Background Early simulations indicated that whole-genome sequence data (WGS) could improve the accuracy of genomic predictions within and across breeds. However, empirical results have been ambiguous ...so far. Large datasets that capture most of the genomic diversity in a population must be assembled so that allele substitution effects are estimated with high accuracy. The objectives of this study were to use a large pig dataset from seven intensely selected lines to assess the benefits of using WGS for genomic prediction compared to using commercial marker arrays and to identify scenarios in which WGS provides the largest advantage. Methods We sequenced 6931 individuals from seven commercial pig lines with different numerical sizes. Genotypes of 32.8 million variants were imputed for 396,100 individuals (17,224 to 104,661 per line). We used BayesR to perform genomic prediction for eight complex traits. Genomic predictions were performed using either data from a standard marker array or variants preselected from WGS based on association tests. Results The accuracies of genomic predictions based on preselected WGS variants were not robust across traits and lines and the improvements in prediction accuracy that we achieved so far with WGS compared to standard marker arrays were generally small. The most favourable results for WGS were obtained when the largest training sets were available and standard marker arrays were augmented with preselected variants with statistically significant associations to the trait. With this method and training sets of around 80k individuals, the accuracy of within-line genomic predictions was on average improved by 0.025. With multi-line training sets, improvements of 0.04 compared to marker arrays could be expected.
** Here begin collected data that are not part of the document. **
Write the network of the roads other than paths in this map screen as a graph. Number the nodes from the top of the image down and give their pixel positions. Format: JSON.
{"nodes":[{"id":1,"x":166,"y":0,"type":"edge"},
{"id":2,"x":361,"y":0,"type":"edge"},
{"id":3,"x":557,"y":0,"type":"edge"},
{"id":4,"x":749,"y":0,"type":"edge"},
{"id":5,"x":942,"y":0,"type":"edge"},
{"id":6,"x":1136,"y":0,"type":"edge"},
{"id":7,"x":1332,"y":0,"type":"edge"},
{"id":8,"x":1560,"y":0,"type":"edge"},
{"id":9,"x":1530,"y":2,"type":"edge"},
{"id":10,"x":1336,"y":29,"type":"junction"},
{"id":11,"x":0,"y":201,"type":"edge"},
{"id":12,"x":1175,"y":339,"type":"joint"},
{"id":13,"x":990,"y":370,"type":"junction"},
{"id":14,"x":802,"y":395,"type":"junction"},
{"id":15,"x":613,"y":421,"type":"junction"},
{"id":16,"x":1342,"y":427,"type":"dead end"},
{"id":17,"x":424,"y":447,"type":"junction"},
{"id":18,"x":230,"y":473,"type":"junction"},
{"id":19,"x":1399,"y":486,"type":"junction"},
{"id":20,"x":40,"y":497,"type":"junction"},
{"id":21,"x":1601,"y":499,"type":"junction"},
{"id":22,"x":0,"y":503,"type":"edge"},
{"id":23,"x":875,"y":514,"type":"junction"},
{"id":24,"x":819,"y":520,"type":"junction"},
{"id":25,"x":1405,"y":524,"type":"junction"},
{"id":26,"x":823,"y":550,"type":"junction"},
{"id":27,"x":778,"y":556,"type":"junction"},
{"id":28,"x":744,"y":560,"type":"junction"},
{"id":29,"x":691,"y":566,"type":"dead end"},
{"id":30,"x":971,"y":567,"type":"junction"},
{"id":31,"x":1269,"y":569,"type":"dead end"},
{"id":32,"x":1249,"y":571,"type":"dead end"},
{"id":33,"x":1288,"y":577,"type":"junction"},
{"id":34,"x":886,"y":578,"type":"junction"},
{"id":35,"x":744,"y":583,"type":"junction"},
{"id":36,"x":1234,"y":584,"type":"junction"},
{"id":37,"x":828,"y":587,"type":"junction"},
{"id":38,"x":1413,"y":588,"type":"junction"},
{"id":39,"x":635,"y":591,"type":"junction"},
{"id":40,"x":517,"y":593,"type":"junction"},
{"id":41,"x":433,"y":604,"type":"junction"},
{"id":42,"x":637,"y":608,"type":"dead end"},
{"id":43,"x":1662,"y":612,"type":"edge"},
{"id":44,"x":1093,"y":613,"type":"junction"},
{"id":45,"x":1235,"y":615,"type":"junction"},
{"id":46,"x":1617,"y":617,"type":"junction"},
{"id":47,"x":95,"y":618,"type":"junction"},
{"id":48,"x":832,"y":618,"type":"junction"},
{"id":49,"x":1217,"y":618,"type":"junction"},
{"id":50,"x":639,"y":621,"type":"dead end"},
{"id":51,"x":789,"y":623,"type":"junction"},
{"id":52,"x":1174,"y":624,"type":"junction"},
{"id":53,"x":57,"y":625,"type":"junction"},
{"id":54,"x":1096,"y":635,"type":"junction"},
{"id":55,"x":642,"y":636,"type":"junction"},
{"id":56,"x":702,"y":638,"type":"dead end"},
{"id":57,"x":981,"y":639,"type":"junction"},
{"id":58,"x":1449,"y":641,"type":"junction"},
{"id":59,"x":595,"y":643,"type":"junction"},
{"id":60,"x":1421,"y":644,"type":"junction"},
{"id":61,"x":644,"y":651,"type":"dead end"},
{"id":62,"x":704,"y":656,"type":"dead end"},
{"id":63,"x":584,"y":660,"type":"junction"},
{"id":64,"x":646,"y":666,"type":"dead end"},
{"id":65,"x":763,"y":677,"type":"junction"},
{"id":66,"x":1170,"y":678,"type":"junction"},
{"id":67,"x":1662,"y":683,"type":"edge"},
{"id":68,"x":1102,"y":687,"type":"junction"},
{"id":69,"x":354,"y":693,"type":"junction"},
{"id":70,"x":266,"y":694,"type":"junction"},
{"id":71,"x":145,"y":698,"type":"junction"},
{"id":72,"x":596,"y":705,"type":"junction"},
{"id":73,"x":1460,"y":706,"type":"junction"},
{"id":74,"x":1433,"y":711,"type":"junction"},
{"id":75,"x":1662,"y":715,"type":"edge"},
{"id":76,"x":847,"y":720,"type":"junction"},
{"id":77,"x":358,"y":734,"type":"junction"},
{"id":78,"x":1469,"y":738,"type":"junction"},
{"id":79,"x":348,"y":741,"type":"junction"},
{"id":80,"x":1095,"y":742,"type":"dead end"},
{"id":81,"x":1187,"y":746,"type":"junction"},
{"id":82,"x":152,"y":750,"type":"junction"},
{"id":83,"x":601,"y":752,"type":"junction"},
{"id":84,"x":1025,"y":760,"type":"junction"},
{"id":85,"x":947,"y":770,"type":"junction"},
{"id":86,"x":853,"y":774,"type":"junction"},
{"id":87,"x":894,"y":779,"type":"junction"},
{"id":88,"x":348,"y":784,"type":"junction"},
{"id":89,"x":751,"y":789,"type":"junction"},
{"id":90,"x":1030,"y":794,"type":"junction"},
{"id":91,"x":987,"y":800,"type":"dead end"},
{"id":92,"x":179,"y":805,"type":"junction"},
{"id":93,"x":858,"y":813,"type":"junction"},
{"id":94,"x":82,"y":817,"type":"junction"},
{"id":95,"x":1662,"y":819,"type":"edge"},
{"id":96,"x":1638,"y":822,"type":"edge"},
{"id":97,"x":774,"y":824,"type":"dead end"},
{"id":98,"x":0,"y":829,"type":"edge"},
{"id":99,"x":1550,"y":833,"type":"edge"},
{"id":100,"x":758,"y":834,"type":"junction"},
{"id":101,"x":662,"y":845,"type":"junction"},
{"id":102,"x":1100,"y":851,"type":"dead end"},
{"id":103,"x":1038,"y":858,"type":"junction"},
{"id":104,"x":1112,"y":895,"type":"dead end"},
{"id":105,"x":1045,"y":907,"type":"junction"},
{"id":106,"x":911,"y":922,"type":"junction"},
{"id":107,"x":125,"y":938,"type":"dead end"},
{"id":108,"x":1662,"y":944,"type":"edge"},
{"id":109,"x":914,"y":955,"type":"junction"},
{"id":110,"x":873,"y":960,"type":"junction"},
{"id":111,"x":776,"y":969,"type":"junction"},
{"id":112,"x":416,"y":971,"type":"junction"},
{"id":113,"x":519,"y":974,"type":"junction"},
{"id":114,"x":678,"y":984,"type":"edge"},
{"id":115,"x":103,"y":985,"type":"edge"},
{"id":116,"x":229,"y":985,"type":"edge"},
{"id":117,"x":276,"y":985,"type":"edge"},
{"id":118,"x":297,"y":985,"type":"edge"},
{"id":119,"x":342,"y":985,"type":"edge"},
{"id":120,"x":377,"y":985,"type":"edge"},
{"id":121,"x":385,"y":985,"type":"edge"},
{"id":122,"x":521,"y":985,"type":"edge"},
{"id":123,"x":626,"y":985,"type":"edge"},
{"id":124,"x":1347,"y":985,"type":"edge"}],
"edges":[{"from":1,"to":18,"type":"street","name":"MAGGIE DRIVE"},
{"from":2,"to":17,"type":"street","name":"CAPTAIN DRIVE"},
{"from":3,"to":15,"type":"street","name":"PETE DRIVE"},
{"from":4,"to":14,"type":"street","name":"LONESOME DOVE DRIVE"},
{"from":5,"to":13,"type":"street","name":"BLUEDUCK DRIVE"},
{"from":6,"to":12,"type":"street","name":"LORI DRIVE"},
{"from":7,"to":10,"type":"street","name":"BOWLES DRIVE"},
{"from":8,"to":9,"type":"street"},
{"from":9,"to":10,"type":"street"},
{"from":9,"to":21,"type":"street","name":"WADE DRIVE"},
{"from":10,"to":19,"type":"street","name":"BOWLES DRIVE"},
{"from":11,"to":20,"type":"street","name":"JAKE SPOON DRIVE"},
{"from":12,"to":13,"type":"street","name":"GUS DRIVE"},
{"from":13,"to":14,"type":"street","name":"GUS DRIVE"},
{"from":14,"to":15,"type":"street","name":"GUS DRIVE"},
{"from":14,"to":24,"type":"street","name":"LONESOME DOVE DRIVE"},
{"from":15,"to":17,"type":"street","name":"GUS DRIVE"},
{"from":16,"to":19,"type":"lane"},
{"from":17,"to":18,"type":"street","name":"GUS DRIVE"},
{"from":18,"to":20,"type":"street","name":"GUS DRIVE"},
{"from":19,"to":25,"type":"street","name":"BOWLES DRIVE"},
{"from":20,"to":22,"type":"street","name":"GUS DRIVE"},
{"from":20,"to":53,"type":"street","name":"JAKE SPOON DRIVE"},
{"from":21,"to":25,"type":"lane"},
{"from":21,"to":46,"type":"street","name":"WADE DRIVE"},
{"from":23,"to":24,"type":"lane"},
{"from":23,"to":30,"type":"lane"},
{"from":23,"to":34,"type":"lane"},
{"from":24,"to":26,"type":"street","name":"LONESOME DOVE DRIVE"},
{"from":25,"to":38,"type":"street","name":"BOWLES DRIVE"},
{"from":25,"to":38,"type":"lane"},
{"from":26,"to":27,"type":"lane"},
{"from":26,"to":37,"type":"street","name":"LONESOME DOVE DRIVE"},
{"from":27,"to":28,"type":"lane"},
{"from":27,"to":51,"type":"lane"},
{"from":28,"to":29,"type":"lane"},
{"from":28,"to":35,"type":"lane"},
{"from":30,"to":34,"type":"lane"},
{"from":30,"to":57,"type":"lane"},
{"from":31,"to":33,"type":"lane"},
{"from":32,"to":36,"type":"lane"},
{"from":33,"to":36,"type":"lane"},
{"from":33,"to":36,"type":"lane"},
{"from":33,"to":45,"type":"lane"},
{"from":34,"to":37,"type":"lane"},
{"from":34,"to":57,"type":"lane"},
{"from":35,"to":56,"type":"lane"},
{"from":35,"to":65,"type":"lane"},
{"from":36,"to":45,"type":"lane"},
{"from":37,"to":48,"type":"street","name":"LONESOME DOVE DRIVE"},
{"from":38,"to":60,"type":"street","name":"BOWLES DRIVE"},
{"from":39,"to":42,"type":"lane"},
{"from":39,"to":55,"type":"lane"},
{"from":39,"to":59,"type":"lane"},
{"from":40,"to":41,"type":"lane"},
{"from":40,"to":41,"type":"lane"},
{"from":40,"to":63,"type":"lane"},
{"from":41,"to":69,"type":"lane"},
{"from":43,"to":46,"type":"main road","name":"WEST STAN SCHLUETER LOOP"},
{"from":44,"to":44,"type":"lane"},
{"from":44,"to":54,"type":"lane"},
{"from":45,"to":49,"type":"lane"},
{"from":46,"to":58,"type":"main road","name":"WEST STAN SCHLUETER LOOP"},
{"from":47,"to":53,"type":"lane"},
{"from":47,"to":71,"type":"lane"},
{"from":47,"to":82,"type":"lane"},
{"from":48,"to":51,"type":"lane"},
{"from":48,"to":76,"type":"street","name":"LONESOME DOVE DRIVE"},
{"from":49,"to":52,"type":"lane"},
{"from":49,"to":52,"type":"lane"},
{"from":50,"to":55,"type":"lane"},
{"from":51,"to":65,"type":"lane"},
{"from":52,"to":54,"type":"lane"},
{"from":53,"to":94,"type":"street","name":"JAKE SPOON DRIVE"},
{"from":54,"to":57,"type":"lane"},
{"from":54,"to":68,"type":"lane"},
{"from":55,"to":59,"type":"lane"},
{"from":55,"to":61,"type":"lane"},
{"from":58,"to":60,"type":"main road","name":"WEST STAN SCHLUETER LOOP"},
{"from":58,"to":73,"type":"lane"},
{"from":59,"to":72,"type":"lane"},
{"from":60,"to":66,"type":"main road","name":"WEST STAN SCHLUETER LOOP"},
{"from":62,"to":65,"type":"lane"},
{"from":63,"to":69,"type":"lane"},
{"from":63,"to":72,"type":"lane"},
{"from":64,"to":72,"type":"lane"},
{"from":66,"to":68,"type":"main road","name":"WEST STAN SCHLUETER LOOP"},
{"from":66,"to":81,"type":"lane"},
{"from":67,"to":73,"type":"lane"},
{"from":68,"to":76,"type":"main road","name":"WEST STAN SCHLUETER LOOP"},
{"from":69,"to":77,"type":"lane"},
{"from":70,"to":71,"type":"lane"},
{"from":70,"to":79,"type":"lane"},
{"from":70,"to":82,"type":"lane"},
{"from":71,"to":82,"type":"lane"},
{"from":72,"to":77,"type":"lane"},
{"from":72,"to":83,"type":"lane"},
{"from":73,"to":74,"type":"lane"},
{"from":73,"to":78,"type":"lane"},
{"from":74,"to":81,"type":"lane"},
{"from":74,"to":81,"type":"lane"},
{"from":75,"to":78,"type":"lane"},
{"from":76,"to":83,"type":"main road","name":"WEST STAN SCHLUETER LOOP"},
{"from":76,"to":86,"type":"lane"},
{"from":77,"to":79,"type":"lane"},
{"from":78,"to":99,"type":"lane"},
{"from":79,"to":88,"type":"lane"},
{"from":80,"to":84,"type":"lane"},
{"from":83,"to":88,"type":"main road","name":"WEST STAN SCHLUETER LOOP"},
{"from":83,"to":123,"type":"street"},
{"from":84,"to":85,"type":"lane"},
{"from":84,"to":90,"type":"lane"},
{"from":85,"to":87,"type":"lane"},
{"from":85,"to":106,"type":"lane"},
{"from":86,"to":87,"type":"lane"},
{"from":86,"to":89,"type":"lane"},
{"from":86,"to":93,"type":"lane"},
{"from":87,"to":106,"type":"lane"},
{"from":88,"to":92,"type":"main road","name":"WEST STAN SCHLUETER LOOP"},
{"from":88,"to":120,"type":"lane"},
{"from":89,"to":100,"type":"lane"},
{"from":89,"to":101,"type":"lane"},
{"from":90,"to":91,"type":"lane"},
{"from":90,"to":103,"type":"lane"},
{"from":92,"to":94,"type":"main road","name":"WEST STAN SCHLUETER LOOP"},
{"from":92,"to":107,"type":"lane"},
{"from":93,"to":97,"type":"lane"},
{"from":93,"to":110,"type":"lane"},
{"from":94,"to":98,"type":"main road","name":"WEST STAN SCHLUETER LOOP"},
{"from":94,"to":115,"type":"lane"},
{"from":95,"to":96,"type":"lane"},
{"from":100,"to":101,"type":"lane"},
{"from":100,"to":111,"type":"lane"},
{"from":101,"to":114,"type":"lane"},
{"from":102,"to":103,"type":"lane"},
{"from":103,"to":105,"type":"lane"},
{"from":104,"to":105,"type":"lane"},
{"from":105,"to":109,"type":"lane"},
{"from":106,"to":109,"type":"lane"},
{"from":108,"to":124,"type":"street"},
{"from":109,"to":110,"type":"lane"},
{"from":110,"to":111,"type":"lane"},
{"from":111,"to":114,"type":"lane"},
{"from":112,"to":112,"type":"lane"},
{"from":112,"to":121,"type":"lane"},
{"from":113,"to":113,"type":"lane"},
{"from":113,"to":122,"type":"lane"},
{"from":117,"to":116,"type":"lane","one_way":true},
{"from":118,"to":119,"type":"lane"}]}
Conclusions Our results showed that WGS has limited potential to improve the accuracy of genomic predictions compared to marker arrays in intensely selected pig lines. Thus, although we expect that larger improvements in accuracy from the use of WGS are possible with a combination of larger training sets and optimised pipelines for generating and analysing such datasets, the use of WGS in the current implementations of genomic prediction should be carefully evaluated against the cost of large-scale WGS data on a case-by-case basis.